There are many different species of skunks but the most commonly kept pet is the Striped skunk (Mephitis mephitis) which can live 8-10 years if looked after correctly. This skunk originates from North America where it lives a solitary life, spending the day asleep in a sheltered den, and waking in the evening to start foraging for food. Although, skunks can be trained even to use a litter tray, they are essentially still wild animals and can become easily frustrated in a domestic setup. They will therefore, need a lot of interaction, and supervised exercise and playtime outside of their cage. Anyone considering getting a skunk should also be aware of the foul smelling secretions which they will spray when stressed.

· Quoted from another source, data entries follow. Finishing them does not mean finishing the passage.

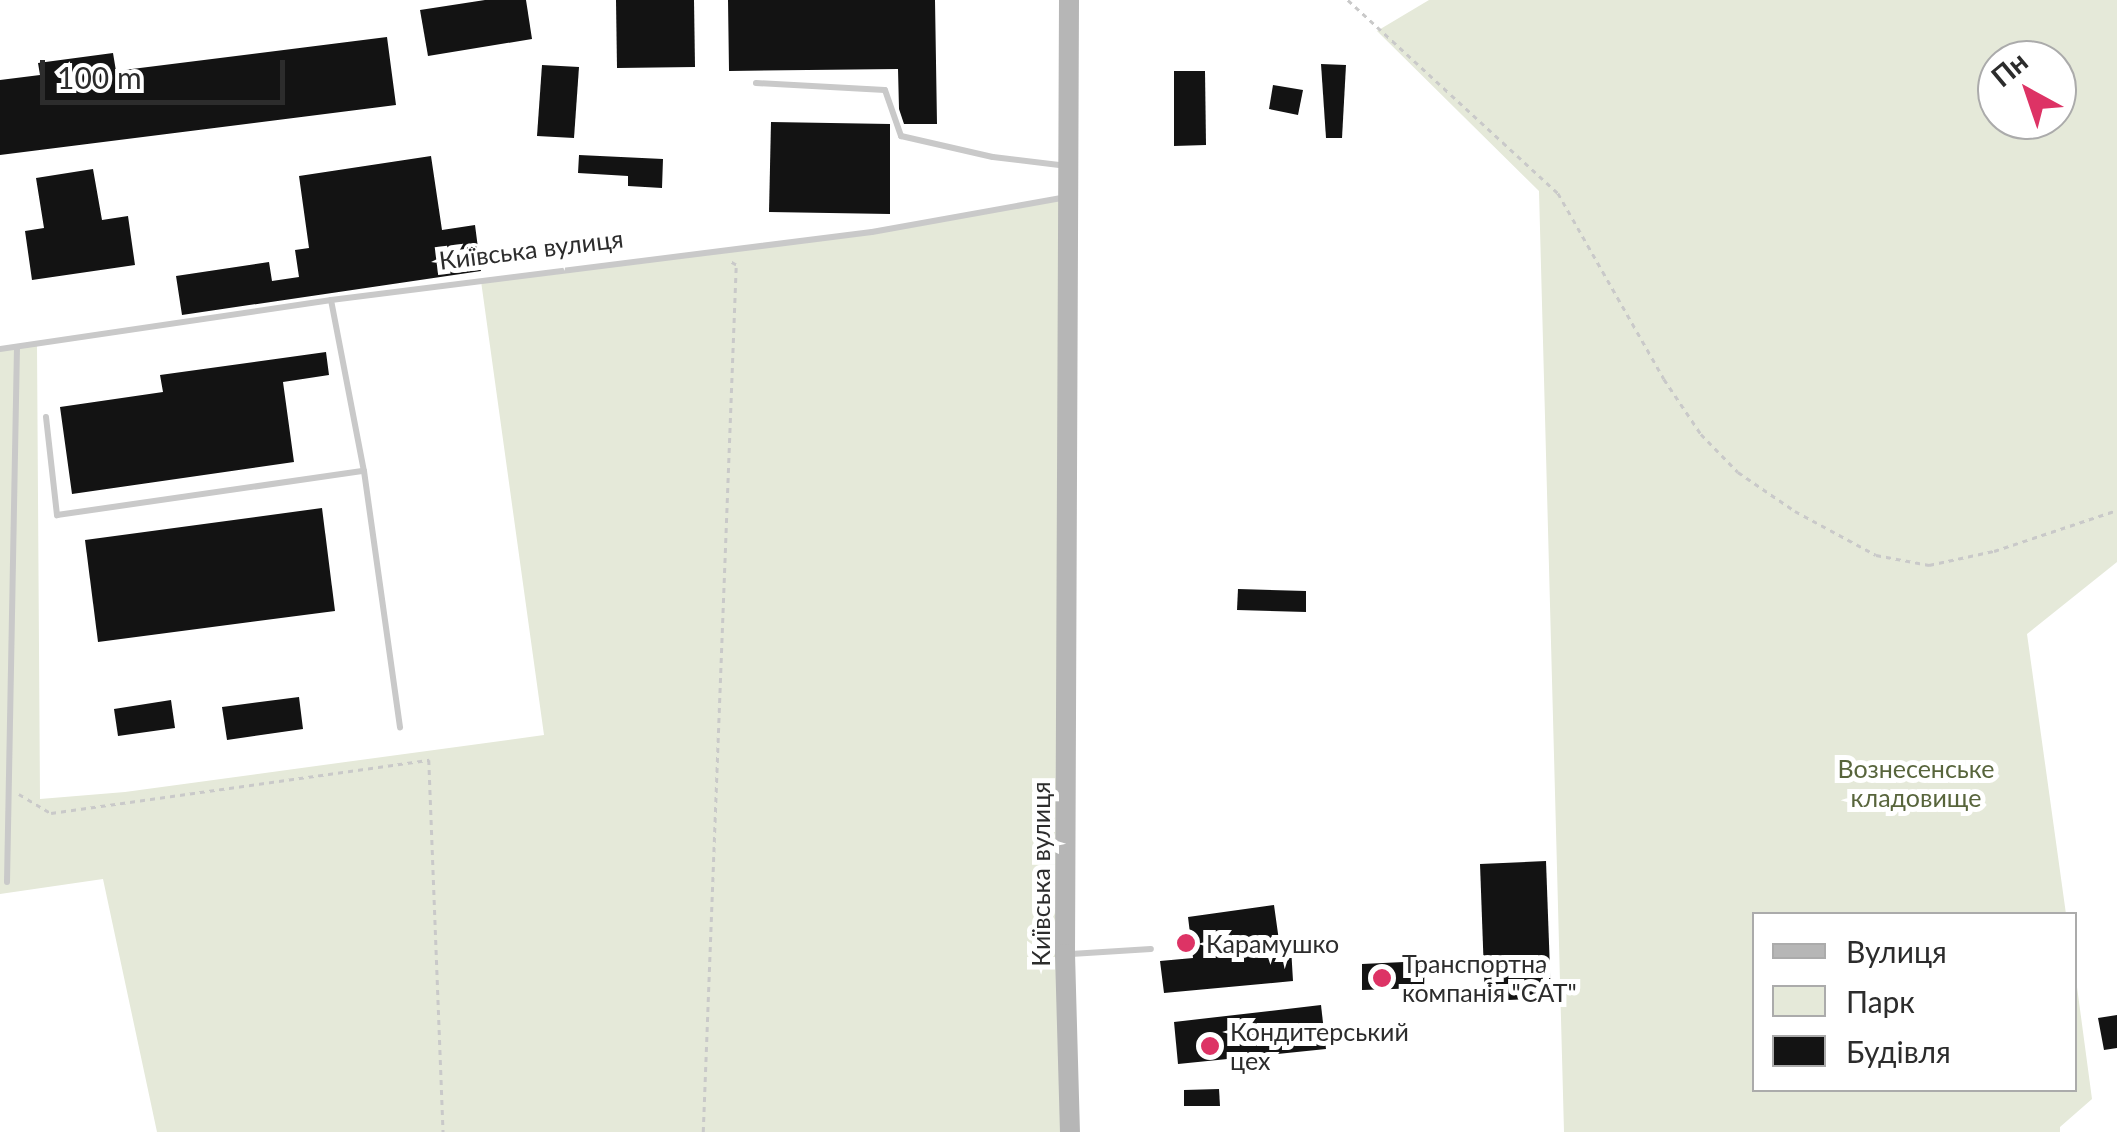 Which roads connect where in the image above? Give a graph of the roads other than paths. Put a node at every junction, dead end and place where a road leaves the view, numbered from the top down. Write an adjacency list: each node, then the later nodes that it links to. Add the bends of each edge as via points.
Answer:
1 (1069, 0): 3 (main road, Київська вулиця)
2 (756, 83): 3 (lane, via 885,90 901,136)
3 (1068, 166): 4 (main road, Київська вулиця)
4 (1068, 196): 5 (lane, Київська вулиця, via 872,232); 13 (main road, Київська вулиця)
5 (331, 300): 6 (lane, Київська вулиця); 9 (lane)
6 (16, 348): 7 (lane, Київська вулиця); 11 (lane)
7 (0, 350)
8 (46, 417): 9 (lane, via 57,515)
9 (364, 470): 10 (lane)
10 (400, 727)
11 (7, 882)
12 (1151, 949): 13 (lane)
13 (1065, 954): 14 (main road, Київська вулиця)
14 (1070, 1132) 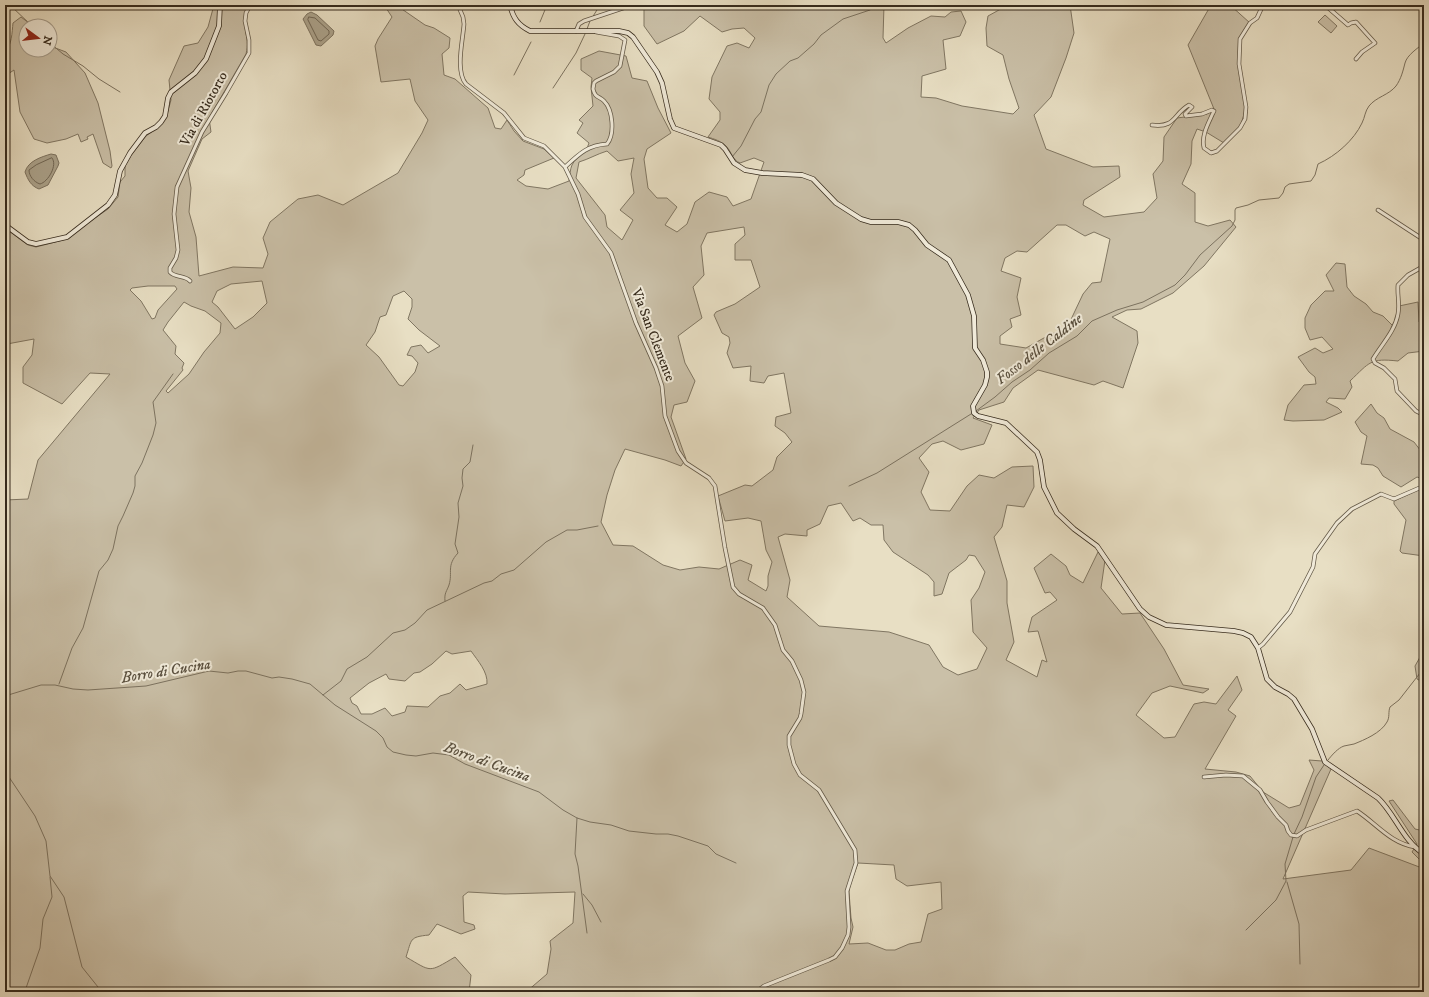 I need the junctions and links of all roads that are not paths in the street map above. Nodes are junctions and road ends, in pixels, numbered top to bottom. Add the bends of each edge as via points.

De-scenting a skunk is illegal in the UK.
Skunks are very active and destructive animals so should be housed in a large cage or pen when unsupervised. These animals can however, be great escape artists so ensure their enclosure is well-secured.
The enclosure should contain a covered sleeping area which can be a cardboard box or plastic tub for them to hide away.
It is also important to provide plenty of toys to entertain these intelligent pets. It is however, important to bear in mind that skunks will easily demolish many pet shop toys, so only sturdy toys should be used.
As much supervised exercise time as possible is very important to entertain these intelligent pets.
Even when supervised do not forget their curious nature. Prevent access to anything that can be chewed, eaten or destroyed.
Skunks are not social animals, so will be happiest kept alone.
What to feed
Skunks are omnivorous animals, in the wild foraging on berries, grasses, nuts, and insects as well as any small mammals, birds or reptiles they may find.
In captivity therefore, they should be fed a varied diet usually based on low-fat dry dog food with additional fresh fruit, vegetables, mealworms and other insects.
Skunks should be fed at least twice daily.
Water should always be freely available and changed daily.
No vaccines are licensed for use in skunks, but it is always best to seek veterinary advice for your individual pet, as dog and cat vaccines may be recommended in some situations.
Neutering of both male and female skunks can be performed from 5 months of age, and may be advised to reduce aggression in the male or prevent reproductive disease in females.
Skunks are susceptible to fleas, mites and worms just like cats and dogs.
Regular parasite treatment with dog or cat treatments may therefore be recommended, depending on your skunk’s individual setup.
Signs of ill health
A healthy skunk will be bright and alert with clear open eyes, ears and nostrils. Your skunk should also be keen to eat and drink, and pass faeces regularly.
It is important to become familiar with your skunk’s normal appearance, movement and behaviour, in order that signs of illness can be noticed at an early stage.
You should look out for any changes in appetite or faeces passed, as well as changes in weight, behaviour, coat condition or breathing. Other signs of illness include discharges from the eyes, nose or mouth. Bleeding or discharges from anywhere should be assessed by your vet. Limping, change in grooming behaviour or wounds should be assessed by your vet.
If you have any concerns contact your vet as soon as possible.